▶ TASK TO COMPLETE: Below is a block of entries; repeat all of it exactly but omit the pictures.

(Dataset entries)
== Segment start ==

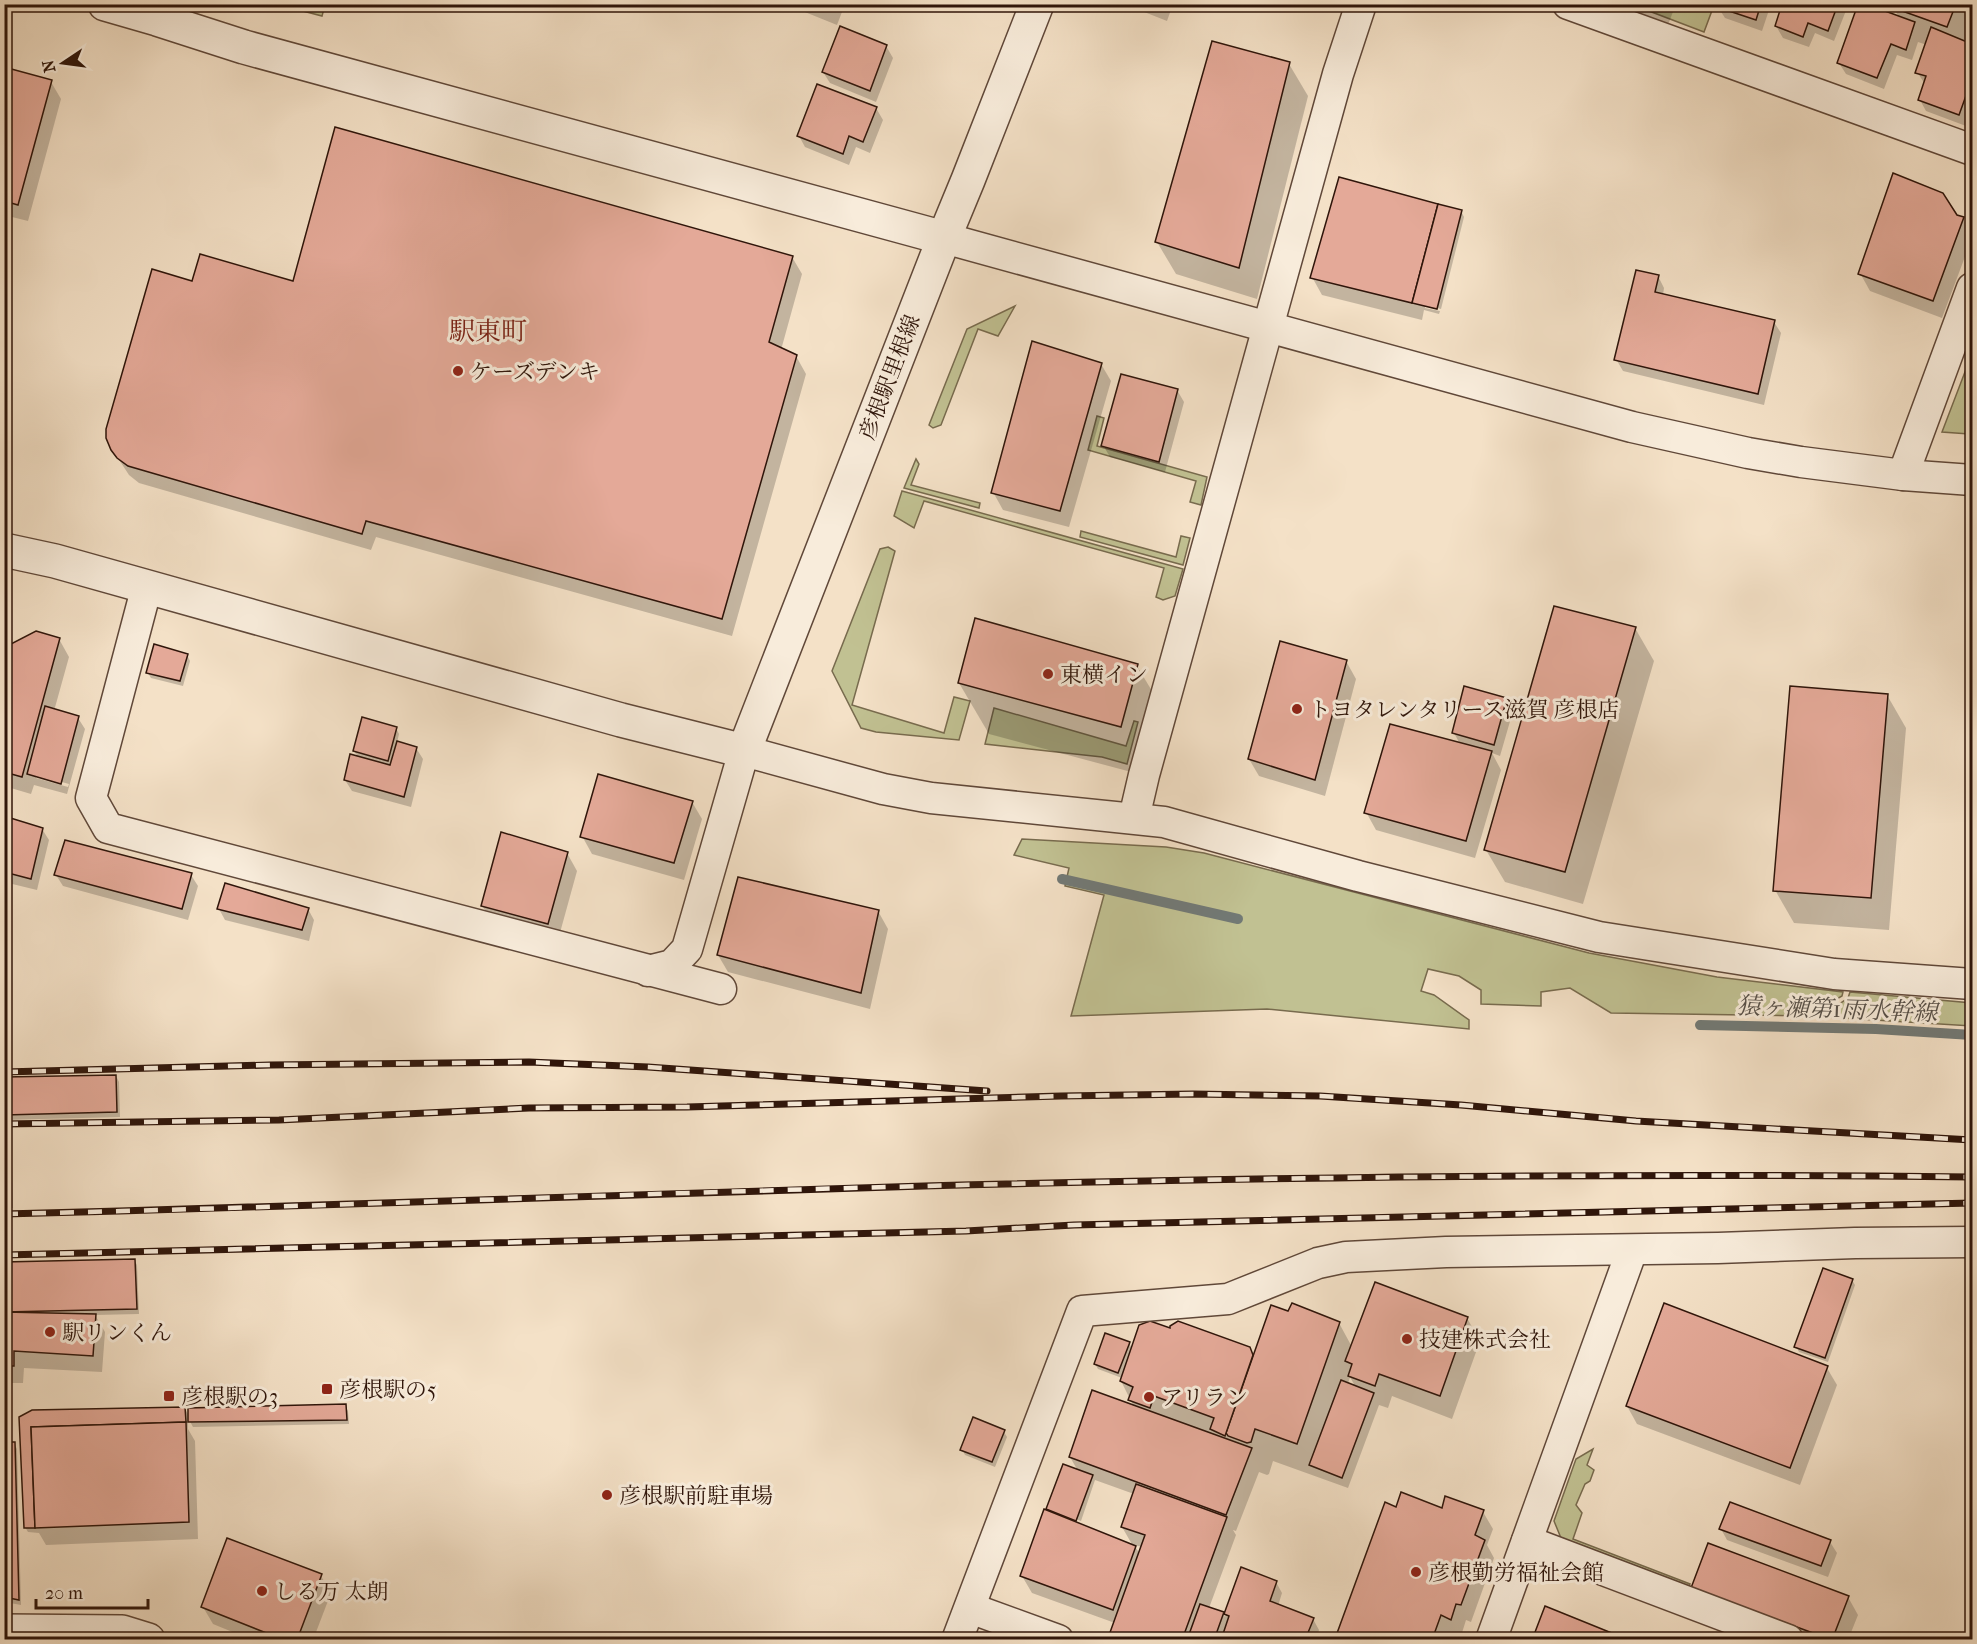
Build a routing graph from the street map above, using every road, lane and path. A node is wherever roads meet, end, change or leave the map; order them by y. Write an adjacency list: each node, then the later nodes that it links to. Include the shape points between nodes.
1 (105, 4): 5 (street)
2 (1037, 4): 7 (street, 彦根駅里根線)
3 (1361, 4): 9 (street)
4 (1568, 4): 6 (street)
5 (158, 11): 7 (street, via 255,51)
6 (1972, 150)
7 (944, 238): 9 (street); 14 (street, 彦根駅里根線)
8 (1972, 288): 10 (street)
9 (1269, 326): 10 (street, via 1632,427 1748,453); 15 (street)
10 (1903, 475): 11 (street)
11 (1972, 480)
12 (4, 550): 13 (street)
13 (147, 586): 14 (street); 16 (street, via 91,798 108,828)
14 (744, 751): 15 (street, via 882,789 931,798); 16 (street, via 687,949 672,965)
15 (1134, 818): 17 (street, via 1164,822 1599,937 1834,974)
16 (648, 970): 18 (street)
17 (1972, 984)
18 (721, 989)
19 (1972, 1242): 20 (street)
20 (1632, 1250): 21 (street); 22 (street, via 1346,1257 1318,1263 1228,1299 1082,1311)
21 (1527, 1541): 27 (street); 28 (street)
22 (970, 1608): 25 (street); 26 (street)
23 (4, 1631): 24 (street, via 122,1632)
24 (147, 1640)
25 (957, 1640)
26 (1058, 1640)
27 (1491, 1640)
28 (1788, 1640)

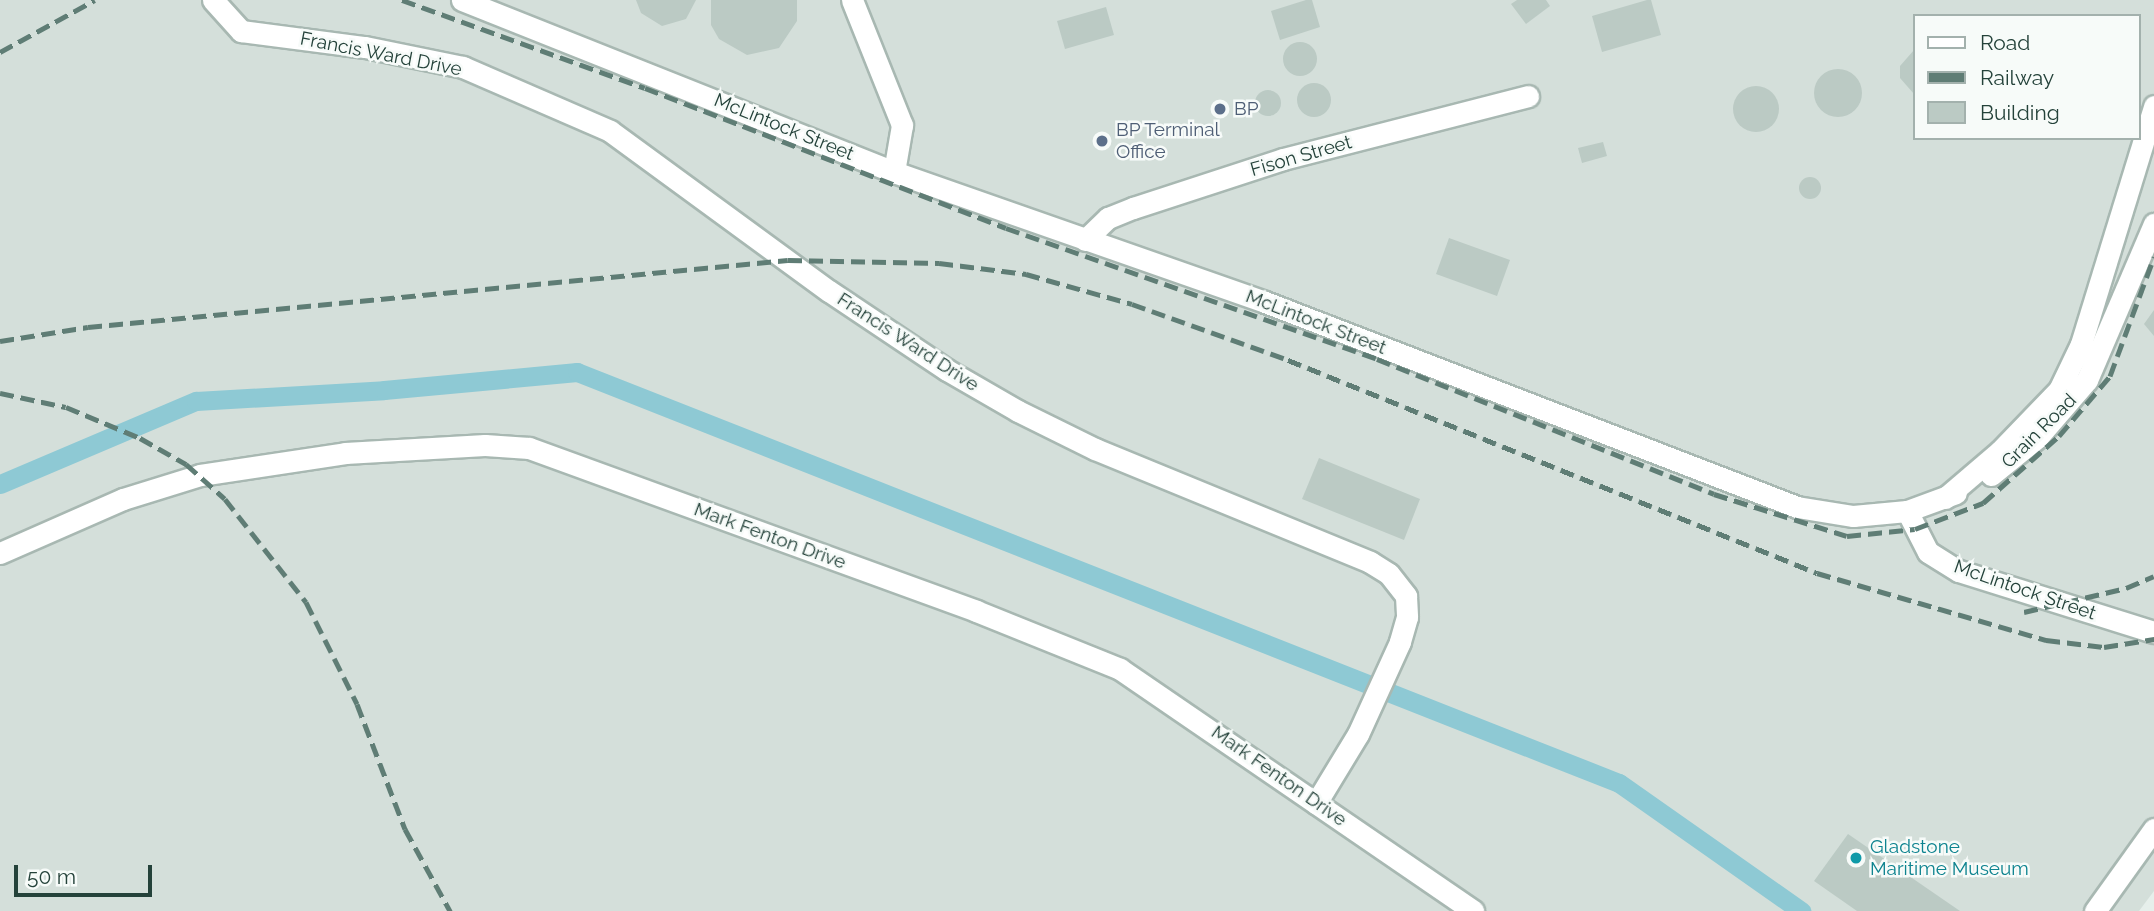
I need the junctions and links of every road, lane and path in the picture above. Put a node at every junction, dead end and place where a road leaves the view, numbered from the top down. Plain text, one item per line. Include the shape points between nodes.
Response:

== Segment end ==

▶ RESULT FOR THIS TASK:
Build a routing graph from the street map above, using every road, lane and path. A node is wherever roads meet, end, change or leave the map; order them by y. Write an adjacency list: each node, then the later nodes that it links to. Include the shape points between nodes.
1 (105, 4): 5 (street)
2 (1037, 4): 7 (street, 彦根駅里根線)
3 (1361, 4): 9 (street)
4 (1568, 4): 6 (street)
5 (158, 11): 7 (street, via 255,51)
6 (1972, 150)
7 (944, 238): 9 (street); 14 (street, 彦根駅里根線)
8 (1972, 288): 10 (street)
9 (1269, 326): 10 (street, via 1632,427 1748,453); 15 (street)
10 (1903, 475): 11 (street)
11 (1972, 480)
12 (4, 550): 13 (street)
13 (147, 586): 14 (street); 16 (street, via 91,798 108,828)
14 (744, 751): 15 (street, via 882,789 931,798); 16 (street, via 687,949 672,965)
15 (1134, 818): 17 (street, via 1164,822 1599,937 1834,974)
16 (648, 970): 18 (street)
17 (1972, 984)
18 (721, 989)
19 (1972, 1242): 20 (street)
20 (1632, 1250): 21 (street); 22 (street, via 1346,1257 1318,1263 1228,1299 1082,1311)
21 (1527, 1541): 27 (street); 28 (street)
22 (970, 1608): 25 (street); 26 (street)
23 (4, 1631): 24 (street, via 122,1632)
24 (147, 1640)
25 (957, 1640)
26 (1058, 1640)
27 (1491, 1640)
28 (1788, 1640)

I need the junctions and links of every road, lane and path in the picture above. Put a node at every junction, dead end and place where a road leaves the view, numbered from the top down. Plain text, one item per line. Include the shape points between nodes.
Response:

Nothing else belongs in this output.